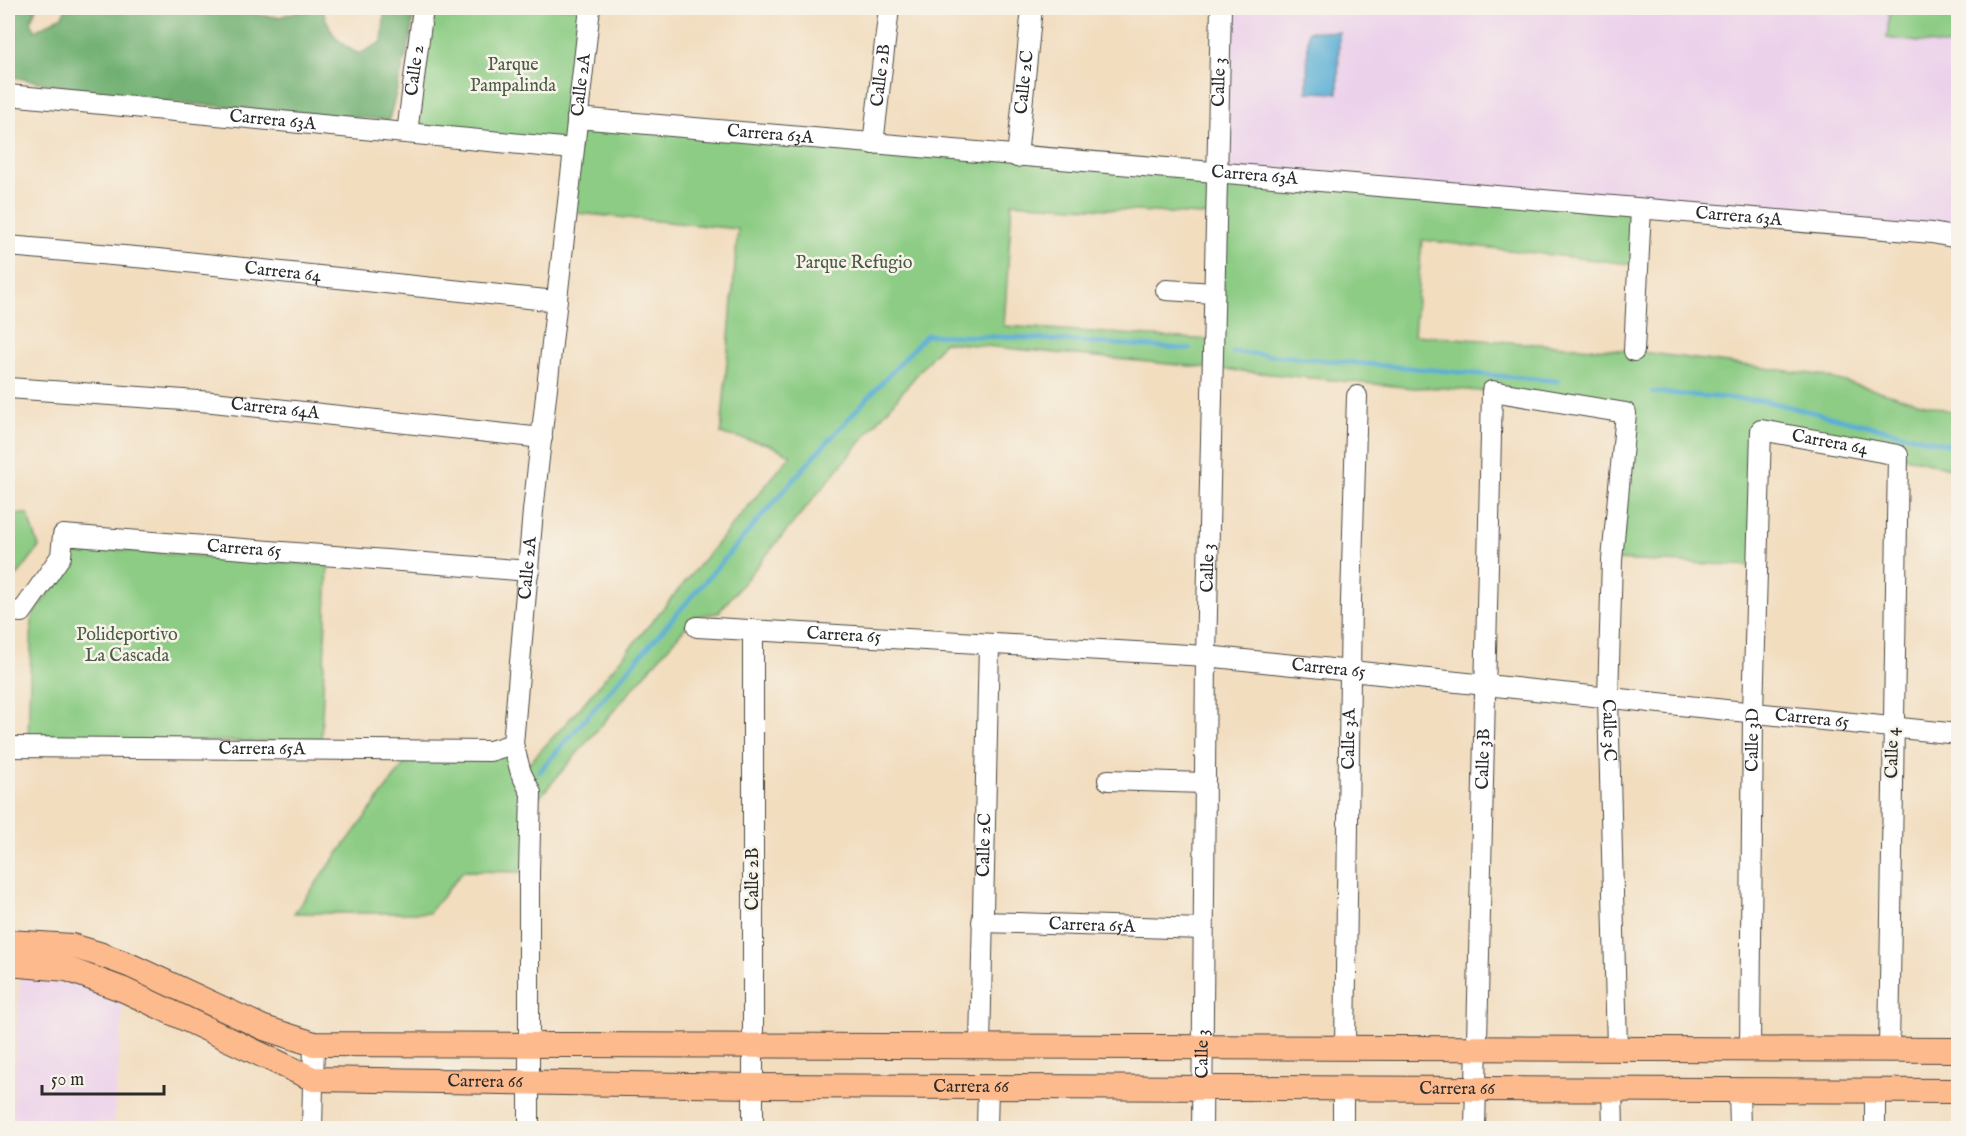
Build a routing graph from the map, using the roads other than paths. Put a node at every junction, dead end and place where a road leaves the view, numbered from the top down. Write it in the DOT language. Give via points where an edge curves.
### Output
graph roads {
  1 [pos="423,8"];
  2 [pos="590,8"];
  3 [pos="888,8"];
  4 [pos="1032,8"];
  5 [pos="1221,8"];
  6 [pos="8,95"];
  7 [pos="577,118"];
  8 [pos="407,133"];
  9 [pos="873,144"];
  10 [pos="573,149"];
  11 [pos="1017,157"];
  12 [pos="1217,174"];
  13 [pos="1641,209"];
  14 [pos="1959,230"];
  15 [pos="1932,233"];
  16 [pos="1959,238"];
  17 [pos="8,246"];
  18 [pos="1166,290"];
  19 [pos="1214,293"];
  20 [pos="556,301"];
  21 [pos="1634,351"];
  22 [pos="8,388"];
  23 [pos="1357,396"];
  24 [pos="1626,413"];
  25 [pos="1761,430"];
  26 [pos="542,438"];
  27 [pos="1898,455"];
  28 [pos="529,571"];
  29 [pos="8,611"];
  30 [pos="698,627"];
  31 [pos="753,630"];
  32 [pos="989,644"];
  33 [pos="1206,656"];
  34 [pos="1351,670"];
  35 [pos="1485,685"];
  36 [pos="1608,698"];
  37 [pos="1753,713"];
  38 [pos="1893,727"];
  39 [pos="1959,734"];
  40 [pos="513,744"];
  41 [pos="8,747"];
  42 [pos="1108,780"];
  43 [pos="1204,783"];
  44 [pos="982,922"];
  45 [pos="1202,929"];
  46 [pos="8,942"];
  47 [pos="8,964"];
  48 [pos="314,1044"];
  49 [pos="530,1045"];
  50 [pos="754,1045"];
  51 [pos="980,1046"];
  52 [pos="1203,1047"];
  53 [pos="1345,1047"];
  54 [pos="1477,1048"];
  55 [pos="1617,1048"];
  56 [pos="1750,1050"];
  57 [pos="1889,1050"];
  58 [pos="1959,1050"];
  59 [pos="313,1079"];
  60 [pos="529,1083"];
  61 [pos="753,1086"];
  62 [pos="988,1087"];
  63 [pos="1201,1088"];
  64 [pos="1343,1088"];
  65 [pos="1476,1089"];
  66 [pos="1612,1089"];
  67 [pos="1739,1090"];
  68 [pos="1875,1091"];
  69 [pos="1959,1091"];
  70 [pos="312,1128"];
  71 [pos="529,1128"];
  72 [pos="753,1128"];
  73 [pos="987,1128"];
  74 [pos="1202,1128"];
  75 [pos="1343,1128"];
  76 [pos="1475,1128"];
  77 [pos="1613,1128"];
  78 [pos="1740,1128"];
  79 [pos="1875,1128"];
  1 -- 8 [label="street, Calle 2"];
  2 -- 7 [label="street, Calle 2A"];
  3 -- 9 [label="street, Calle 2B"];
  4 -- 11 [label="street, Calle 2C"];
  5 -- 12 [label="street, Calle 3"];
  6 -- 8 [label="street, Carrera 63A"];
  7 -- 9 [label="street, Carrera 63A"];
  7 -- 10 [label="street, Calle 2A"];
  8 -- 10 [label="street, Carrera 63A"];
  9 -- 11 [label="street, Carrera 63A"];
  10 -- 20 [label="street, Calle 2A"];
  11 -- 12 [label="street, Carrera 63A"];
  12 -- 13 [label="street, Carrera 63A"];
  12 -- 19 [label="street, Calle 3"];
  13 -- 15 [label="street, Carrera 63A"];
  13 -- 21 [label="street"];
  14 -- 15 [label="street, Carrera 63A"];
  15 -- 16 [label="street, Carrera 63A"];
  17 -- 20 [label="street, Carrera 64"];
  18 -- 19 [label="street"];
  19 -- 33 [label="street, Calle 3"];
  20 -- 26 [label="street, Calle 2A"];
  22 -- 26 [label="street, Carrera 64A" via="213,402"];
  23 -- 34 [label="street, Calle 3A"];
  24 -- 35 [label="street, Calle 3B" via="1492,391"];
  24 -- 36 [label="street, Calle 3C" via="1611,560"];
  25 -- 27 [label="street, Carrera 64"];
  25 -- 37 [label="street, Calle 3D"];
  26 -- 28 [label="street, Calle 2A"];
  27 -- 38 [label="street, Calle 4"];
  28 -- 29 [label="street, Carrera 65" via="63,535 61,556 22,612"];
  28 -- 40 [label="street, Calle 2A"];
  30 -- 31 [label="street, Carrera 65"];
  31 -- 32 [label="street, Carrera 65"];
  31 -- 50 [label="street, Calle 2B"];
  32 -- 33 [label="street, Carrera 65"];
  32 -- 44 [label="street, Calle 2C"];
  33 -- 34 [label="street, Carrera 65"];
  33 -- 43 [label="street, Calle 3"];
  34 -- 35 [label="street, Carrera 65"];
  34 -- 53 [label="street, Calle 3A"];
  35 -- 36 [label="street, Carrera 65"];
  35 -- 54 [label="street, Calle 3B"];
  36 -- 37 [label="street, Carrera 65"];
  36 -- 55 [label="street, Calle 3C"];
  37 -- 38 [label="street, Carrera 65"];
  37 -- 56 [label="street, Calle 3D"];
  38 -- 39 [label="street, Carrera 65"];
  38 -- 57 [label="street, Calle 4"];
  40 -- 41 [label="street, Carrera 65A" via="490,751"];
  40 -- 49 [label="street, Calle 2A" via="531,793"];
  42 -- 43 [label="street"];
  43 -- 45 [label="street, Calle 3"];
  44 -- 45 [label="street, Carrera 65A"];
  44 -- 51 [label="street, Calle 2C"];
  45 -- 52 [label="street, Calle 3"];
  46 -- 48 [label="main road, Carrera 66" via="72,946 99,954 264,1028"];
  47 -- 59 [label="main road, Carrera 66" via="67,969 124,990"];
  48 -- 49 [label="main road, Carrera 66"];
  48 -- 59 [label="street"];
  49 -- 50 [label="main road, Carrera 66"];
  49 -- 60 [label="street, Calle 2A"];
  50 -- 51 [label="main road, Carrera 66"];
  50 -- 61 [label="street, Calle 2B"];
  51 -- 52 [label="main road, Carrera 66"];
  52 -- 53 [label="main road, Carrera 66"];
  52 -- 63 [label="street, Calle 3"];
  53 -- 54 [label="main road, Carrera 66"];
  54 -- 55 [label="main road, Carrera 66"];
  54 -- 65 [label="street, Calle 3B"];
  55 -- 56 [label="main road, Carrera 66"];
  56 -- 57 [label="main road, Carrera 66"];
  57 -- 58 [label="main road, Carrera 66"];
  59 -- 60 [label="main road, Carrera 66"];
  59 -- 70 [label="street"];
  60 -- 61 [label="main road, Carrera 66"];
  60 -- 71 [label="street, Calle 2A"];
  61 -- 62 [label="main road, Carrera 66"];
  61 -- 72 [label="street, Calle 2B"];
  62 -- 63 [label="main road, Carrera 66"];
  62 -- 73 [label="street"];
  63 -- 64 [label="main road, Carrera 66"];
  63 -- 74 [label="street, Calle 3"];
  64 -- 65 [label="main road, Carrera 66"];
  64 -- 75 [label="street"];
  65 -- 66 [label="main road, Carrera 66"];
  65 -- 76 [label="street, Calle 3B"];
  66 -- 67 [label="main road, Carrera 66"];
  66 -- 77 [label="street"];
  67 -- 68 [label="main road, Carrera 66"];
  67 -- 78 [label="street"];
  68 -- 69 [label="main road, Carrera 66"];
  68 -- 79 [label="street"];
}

□ □ □ □ □ □ □

Print the data again word for word, pictures excluded.

Build a routing graph from the map, using the roads other than paths. Put a node at every junction, dead end and place where a road leaves the view, numbered from the top down. Write it in the DOT language. Give via points where an edge curves.
### Output
graph roads {
  1 [pos="423,8"];
  2 [pos="590,8"];
  3 [pos="888,8"];
  4 [pos="1032,8"];
  5 [pos="1221,8"];
  6 [pos="8,95"];
  7 [pos="577,118"];
  8 [pos="407,133"];
  9 [pos="873,144"];
  10 [pos="573,149"];
  11 [pos="1017,157"];
  12 [pos="1217,174"];
  13 [pos="1641,209"];
  14 [pos="1959,230"];
  15 [pos="1932,233"];
  16 [pos="1959,238"];
  17 [pos="8,246"];
  18 [pos="1166,290"];
  19 [pos="1214,293"];
  20 [pos="556,301"];
  21 [pos="1634,351"];
  22 [pos="8,388"];
  23 [pos="1357,396"];
  24 [pos="1626,413"];
  25 [pos="1761,430"];
  26 [pos="542,438"];
  27 [pos="1898,455"];
  28 [pos="529,571"];
  29 [pos="8,611"];
  30 [pos="698,627"];
  31 [pos="753,630"];
  32 [pos="989,644"];
  33 [pos="1206,656"];
  34 [pos="1351,670"];
  35 [pos="1485,685"];
  36 [pos="1608,698"];
  37 [pos="1753,713"];
  38 [pos="1893,727"];
  39 [pos="1959,734"];
  40 [pos="513,744"];
  41 [pos="8,747"];
  42 [pos="1108,780"];
  43 [pos="1204,783"];
  44 [pos="982,922"];
  45 [pos="1202,929"];
  46 [pos="8,942"];
  47 [pos="8,964"];
  48 [pos="314,1044"];
  49 [pos="530,1045"];
  50 [pos="754,1045"];
  51 [pos="980,1046"];
  52 [pos="1203,1047"];
  53 [pos="1345,1047"];
  54 [pos="1477,1048"];
  55 [pos="1617,1048"];
  56 [pos="1750,1050"];
  57 [pos="1889,1050"];
  58 [pos="1959,1050"];
  59 [pos="313,1079"];
  60 [pos="529,1083"];
  61 [pos="753,1086"];
  62 [pos="988,1087"];
  63 [pos="1201,1088"];
  64 [pos="1343,1088"];
  65 [pos="1476,1089"];
  66 [pos="1612,1089"];
  67 [pos="1739,1090"];
  68 [pos="1875,1091"];
  69 [pos="1959,1091"];
  70 [pos="312,1128"];
  71 [pos="529,1128"];
  72 [pos="753,1128"];
  73 [pos="987,1128"];
  74 [pos="1202,1128"];
  75 [pos="1343,1128"];
  76 [pos="1475,1128"];
  77 [pos="1613,1128"];
  78 [pos="1740,1128"];
  79 [pos="1875,1128"];
  1 -- 8 [label="street, Calle 2"];
  2 -- 7 [label="street, Calle 2A"];
  3 -- 9 [label="street, Calle 2B"];
  4 -- 11 [label="street, Calle 2C"];
  5 -- 12 [label="street, Calle 3"];
  6 -- 8 [label="street, Carrera 63A"];
  7 -- 9 [label="street, Carrera 63A"];
  7 -- 10 [label="street, Calle 2A"];
  8 -- 10 [label="street, Carrera 63A"];
  9 -- 11 [label="street, Carrera 63A"];
  10 -- 20 [label="street, Calle 2A"];
  11 -- 12 [label="street, Carrera 63A"];
  12 -- 13 [label="street, Carrera 63A"];
  12 -- 19 [label="street, Calle 3"];
  13 -- 15 [label="street, Carrera 63A"];
  13 -- 21 [label="street"];
  14 -- 15 [label="street, Carrera 63A"];
  15 -- 16 [label="street, Carrera 63A"];
  17 -- 20 [label="street, Carrera 64"];
  18 -- 19 [label="street"];
  19 -- 33 [label="street, Calle 3"];
  20 -- 26 [label="street, Calle 2A"];
  22 -- 26 [label="street, Carrera 64A" via="213,402"];
  23 -- 34 [label="street, Calle 3A"];
  24 -- 35 [label="street, Calle 3B" via="1492,391"];
  24 -- 36 [label="street, Calle 3C" via="1611,560"];
  25 -- 27 [label="street, Carrera 64"];
  25 -- 37 [label="street, Calle 3D"];
  26 -- 28 [label="street, Calle 2A"];
  27 -- 38 [label="street, Calle 4"];
  28 -- 29 [label="street, Carrera 65" via="63,535 61,556 22,612"];
  28 -- 40 [label="street, Calle 2A"];
  30 -- 31 [label="street, Carrera 65"];
  31 -- 32 [label="street, Carrera 65"];
  31 -- 50 [label="street, Calle 2B"];
  32 -- 33 [label="street, Carrera 65"];
  32 -- 44 [label="street, Calle 2C"];
  33 -- 34 [label="street, Carrera 65"];
  33 -- 43 [label="street, Calle 3"];
  34 -- 35 [label="street, Carrera 65"];
  34 -- 53 [label="street, Calle 3A"];
  35 -- 36 [label="street, Carrera 65"];
  35 -- 54 [label="street, Calle 3B"];
  36 -- 37 [label="street, Carrera 65"];
  36 -- 55 [label="street, Calle 3C"];
  37 -- 38 [label="street, Carrera 65"];
  37 -- 56 [label="street, Calle 3D"];
  38 -- 39 [label="street, Carrera 65"];
  38 -- 57 [label="street, Calle 4"];
  40 -- 41 [label="street, Carrera 65A" via="490,751"];
  40 -- 49 [label="street, Calle 2A" via="531,793"];
  42 -- 43 [label="street"];
  43 -- 45 [label="street, Calle 3"];
  44 -- 45 [label="street, Carrera 65A"];
  44 -- 51 [label="street, Calle 2C"];
  45 -- 52 [label="street, Calle 3"];
  46 -- 48 [label="main road, Carrera 66" via="72,946 99,954 264,1028"];
  47 -- 59 [label="main road, Carrera 66" via="67,969 124,990"];
  48 -- 49 [label="main road, Carrera 66"];
  48 -- 59 [label="street"];
  49 -- 50 [label="main road, Carrera 66"];
  49 -- 60 [label="street, Calle 2A"];
  50 -- 51 [label="main road, Carrera 66"];
  50 -- 61 [label="street, Calle 2B"];
  51 -- 52 [label="main road, Carrera 66"];
  52 -- 53 [label="main road, Carrera 66"];
  52 -- 63 [label="street, Calle 3"];
  53 -- 54 [label="main road, Carrera 66"];
  54 -- 55 [label="main road, Carrera 66"];
  54 -- 65 [label="street, Calle 3B"];
  55 -- 56 [label="main road, Carrera 66"];
  56 -- 57 [label="main road, Carrera 66"];
  57 -- 58 [label="main road, Carrera 66"];
  59 -- 60 [label="main road, Carrera 66"];
  59 -- 70 [label="street"];
  60 -- 61 [label="main road, Carrera 66"];
  60 -- 71 [label="street, Calle 2A"];
  61 -- 62 [label="main road, Carrera 66"];
  61 -- 72 [label="street, Calle 2B"];
  62 -- 63 [label="main road, Carrera 66"];
  62 -- 73 [label="street"];
  63 -- 64 [label="main road, Carrera 66"];
  63 -- 74 [label="street, Calle 3"];
  64 -- 65 [label="main road, Carrera 66"];
  64 -- 75 [label="street"];
  65 -- 66 [label="main road, Carrera 66"];
  65 -- 76 [label="street, Calle 3B"];
  66 -- 67 [label="main road, Carrera 66"];
  66 -- 77 [label="street"];
  67 -- 68 [label="main road, Carrera 66"];
  67 -- 78 [label="street"];
  68 -- 69 [label="main road, Carrera 66"];
  68 -- 79 [label="street"];
}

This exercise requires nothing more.